1 is a plan view showing an outline of a conventional polishing tool, FIG. 2 is a sectional view thereof, FIG. 3 is a plan view of a polishing tool according to an embodiment of the present invention, FIG. Is a plan view of a polishing tool according to another embodiment of the present invention, FIG. 6 is a cross-sectional view, FIG. 7 is a graph showing the relationship between polishing time and surface roughness of the polishing tool of the present invention and a conventional polishing tool, and FIG. A graph showing the relationship between the number of scratches (relative value) and the number of superimposed particles per unit area, and FIG.
10 and 11 are graphs showing the relationship between the polishing time and the surface roughness of the central portion, the inner peripheral portion and the outer peripheral portion of the surface to be polished, respectively.

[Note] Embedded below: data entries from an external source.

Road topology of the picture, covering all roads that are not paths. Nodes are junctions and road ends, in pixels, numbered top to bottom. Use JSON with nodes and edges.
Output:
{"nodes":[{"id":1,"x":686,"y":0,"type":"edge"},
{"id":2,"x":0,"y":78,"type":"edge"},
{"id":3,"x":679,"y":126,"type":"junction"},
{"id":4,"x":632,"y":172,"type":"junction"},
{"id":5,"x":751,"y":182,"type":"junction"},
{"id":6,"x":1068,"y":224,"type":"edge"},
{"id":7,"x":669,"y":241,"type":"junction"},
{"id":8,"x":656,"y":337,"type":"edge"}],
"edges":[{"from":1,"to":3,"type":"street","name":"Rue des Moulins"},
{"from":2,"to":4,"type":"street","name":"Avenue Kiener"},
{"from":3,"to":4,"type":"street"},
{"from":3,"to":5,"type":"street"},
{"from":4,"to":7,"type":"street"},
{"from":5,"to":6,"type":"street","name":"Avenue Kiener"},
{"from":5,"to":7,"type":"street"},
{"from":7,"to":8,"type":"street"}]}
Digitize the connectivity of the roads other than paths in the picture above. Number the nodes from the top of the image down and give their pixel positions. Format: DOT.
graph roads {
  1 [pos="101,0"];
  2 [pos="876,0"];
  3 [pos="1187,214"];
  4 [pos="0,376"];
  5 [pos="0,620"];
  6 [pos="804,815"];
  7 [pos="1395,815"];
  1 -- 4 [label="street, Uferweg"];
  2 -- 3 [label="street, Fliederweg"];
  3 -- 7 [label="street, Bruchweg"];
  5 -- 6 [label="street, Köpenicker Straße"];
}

Continuation of the front page (56) References JP-A-63-169270 (JP, A) JP-A-63-185579 (JP, A) JP-A-1-205978 (JP, A) JP-A-62-94271 (JP) , A) Actual opening 621-253053 (JP, U) (58) Fields investigated (Int. Cl. ⁶ , DB name) B24D 11/00

Claims (4)

(57) [Claims] 1. A coating film in which abrasive particles are dispersed in a binder resin has only one or less superimposed particles per 100 particles on a base and an abrasive particle concentration of 50% or more per unit area (area occupancy). A polishing tool for texturing a magnetic disk, characterized in that a polishing layer formed by bonding with a substantially single-layer structure is formed. 2. The polishing tool according to claim 1, which is used with abrasive particles having an average particle diameter (D ₅₀ ) of 1 to 6 μm. 3. The polishing tool according to claim 1, wherein the abrasive particles are uniformly applied on the base. 4. The polishing tool according to claim 1, wherein the abrasive particles are unevenly applied on the base.